With the first line as the start and the line containing "translate:-50% -50%; white-space:nowrap;" as the end, write out every line of the records exactly.

PROVIDED DATA START

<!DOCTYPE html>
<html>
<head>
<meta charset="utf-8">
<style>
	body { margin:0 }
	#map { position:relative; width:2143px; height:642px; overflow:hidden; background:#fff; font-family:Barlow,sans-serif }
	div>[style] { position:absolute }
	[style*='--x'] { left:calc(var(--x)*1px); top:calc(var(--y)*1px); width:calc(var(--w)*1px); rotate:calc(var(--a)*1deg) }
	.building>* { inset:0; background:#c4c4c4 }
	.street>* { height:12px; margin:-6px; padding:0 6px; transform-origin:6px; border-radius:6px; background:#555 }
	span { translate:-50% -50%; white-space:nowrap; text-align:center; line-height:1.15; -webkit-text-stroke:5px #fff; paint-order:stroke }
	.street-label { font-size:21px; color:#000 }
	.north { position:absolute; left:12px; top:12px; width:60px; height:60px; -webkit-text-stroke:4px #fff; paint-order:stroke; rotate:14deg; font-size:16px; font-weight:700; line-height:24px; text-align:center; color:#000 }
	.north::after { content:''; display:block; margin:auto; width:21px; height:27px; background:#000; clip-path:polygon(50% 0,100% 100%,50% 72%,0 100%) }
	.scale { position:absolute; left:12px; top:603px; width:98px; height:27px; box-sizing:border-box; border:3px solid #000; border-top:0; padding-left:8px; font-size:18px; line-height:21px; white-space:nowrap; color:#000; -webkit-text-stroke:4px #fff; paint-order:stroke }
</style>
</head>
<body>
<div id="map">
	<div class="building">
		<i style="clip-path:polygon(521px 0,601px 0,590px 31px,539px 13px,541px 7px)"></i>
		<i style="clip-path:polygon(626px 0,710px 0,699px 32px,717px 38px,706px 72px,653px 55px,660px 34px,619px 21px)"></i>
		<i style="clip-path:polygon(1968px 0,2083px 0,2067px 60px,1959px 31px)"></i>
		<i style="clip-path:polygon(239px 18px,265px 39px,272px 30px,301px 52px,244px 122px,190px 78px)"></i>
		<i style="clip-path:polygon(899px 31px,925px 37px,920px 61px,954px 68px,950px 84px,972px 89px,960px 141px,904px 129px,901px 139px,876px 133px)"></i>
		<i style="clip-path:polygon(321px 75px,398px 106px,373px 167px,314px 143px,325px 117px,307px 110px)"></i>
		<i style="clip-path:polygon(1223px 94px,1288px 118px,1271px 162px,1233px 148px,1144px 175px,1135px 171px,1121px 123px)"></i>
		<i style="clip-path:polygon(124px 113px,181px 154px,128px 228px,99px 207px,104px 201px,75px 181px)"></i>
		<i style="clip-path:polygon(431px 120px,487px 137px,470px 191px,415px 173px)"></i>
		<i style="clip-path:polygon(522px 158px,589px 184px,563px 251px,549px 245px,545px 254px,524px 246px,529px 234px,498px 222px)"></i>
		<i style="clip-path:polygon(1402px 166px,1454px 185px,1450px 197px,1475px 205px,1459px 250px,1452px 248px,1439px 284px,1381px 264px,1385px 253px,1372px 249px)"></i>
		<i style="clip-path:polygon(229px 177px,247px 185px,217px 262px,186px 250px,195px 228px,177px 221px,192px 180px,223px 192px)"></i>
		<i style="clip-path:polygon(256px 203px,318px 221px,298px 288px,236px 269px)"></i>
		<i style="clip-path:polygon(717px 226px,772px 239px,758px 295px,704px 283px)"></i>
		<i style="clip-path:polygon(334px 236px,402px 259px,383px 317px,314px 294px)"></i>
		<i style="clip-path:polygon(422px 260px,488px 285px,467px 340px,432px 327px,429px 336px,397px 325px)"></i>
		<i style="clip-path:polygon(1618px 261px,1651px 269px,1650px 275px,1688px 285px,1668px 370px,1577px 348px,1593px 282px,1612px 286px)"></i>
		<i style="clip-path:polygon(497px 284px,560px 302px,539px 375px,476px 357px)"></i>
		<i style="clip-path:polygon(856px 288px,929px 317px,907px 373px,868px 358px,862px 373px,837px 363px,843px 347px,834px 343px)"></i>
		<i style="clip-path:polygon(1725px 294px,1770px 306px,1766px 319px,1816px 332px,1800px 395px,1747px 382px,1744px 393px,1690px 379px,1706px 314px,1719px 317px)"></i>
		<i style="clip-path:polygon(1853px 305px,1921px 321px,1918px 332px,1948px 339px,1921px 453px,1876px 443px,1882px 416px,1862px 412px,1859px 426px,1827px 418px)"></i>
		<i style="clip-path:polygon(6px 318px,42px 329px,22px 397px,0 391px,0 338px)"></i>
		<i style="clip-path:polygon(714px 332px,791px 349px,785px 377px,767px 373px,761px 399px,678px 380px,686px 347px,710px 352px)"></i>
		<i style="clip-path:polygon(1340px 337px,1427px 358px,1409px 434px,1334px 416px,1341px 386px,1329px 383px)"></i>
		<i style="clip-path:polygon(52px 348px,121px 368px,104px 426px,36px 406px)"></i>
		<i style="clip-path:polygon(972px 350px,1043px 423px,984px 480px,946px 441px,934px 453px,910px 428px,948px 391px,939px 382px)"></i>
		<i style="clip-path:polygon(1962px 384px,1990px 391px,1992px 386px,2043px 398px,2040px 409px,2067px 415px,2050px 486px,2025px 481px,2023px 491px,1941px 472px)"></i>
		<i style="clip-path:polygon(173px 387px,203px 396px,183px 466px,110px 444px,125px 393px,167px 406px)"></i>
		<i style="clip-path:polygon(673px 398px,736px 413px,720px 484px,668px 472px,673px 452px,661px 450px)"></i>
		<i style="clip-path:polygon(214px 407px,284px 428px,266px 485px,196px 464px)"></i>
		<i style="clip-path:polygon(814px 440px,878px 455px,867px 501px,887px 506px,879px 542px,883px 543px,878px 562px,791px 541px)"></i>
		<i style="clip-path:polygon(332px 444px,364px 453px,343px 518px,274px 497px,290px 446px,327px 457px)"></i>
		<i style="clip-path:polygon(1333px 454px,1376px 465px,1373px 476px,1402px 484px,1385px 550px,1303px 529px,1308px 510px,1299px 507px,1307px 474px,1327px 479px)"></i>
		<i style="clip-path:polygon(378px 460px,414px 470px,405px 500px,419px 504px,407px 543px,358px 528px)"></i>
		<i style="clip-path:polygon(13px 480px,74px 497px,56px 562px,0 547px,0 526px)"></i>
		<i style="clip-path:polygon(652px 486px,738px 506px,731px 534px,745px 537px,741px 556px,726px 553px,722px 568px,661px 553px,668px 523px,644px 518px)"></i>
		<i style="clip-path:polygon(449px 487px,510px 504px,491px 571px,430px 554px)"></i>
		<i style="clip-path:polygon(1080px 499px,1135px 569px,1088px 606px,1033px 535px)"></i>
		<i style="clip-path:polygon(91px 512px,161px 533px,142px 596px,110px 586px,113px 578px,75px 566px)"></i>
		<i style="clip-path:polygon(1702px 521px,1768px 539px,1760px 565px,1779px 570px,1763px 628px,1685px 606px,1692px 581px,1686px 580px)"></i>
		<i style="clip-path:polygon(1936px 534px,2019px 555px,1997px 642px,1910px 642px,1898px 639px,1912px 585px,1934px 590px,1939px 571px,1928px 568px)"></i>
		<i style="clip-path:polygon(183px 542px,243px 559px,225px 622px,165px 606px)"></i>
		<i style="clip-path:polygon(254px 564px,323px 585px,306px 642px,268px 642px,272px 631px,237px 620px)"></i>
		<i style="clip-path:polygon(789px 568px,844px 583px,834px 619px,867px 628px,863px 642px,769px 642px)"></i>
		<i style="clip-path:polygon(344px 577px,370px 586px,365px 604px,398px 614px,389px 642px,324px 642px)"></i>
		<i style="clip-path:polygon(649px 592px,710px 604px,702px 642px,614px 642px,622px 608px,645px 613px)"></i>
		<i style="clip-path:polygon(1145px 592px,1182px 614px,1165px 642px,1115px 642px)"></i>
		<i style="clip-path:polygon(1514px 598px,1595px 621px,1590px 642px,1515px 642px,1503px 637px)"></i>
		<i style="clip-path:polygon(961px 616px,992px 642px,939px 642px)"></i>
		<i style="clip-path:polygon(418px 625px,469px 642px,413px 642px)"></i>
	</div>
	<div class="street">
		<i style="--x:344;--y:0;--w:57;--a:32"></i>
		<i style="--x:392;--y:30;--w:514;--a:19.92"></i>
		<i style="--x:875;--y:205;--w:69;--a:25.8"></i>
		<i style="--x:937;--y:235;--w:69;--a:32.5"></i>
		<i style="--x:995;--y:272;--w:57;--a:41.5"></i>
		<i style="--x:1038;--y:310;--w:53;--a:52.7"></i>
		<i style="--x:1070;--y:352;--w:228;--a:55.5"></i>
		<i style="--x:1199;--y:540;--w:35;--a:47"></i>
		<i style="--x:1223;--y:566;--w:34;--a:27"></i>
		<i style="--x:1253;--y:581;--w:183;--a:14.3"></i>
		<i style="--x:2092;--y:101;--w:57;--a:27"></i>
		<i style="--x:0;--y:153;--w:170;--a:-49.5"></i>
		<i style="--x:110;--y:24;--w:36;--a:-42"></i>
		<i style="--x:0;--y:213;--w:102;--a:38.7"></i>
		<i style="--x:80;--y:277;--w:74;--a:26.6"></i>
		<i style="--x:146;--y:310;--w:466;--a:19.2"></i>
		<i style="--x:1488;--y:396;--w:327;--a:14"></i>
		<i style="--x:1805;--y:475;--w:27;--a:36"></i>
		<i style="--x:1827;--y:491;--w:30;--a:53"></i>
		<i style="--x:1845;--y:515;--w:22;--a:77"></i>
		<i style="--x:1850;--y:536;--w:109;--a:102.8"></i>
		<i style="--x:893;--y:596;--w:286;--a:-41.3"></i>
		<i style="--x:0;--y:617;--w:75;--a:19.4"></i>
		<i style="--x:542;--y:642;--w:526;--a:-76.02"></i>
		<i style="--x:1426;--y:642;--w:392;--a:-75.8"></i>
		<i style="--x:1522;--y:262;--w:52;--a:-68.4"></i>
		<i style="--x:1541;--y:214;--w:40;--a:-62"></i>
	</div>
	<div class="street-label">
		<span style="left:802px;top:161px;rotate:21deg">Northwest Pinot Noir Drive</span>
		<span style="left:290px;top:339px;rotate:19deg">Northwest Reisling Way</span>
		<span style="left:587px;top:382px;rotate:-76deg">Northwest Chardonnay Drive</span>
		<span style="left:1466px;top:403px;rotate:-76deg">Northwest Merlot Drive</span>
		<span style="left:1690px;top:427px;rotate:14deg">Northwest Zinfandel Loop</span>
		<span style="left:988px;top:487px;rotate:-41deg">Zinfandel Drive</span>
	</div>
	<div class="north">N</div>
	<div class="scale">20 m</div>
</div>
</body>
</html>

PROVIDED DATA END

RESULT OF THE EXERCISE:
<!DOCTYPE html>
<html>
<head>
<meta charset="utf-8">
<style>
	body { margin:0 }
	#map { position:relative; width:2143px; height:642px; overflow:hidden; background:#fff; font-family:Barlow,sans-serif }
	div>[style] { position:absolute }
	[style*='--x'] { left:calc(var(--x)*1px); top:calc(var(--y)*1px); width:calc(var(--w)*1px); rotate:calc(var(--a)*1deg) }
	.building>* { inset:0; background:#c4c4c4 }
	.street>* { height:12px; margin:-6px; padding:0 6px; transform-origin:6px; border-radius:6px; background:#555 }
	span { translate:-50% -50%; white-space:nowrap; text-align:center; line-height:1.15; -webkit-text-stroke:5px #fff; paint-order:stroke }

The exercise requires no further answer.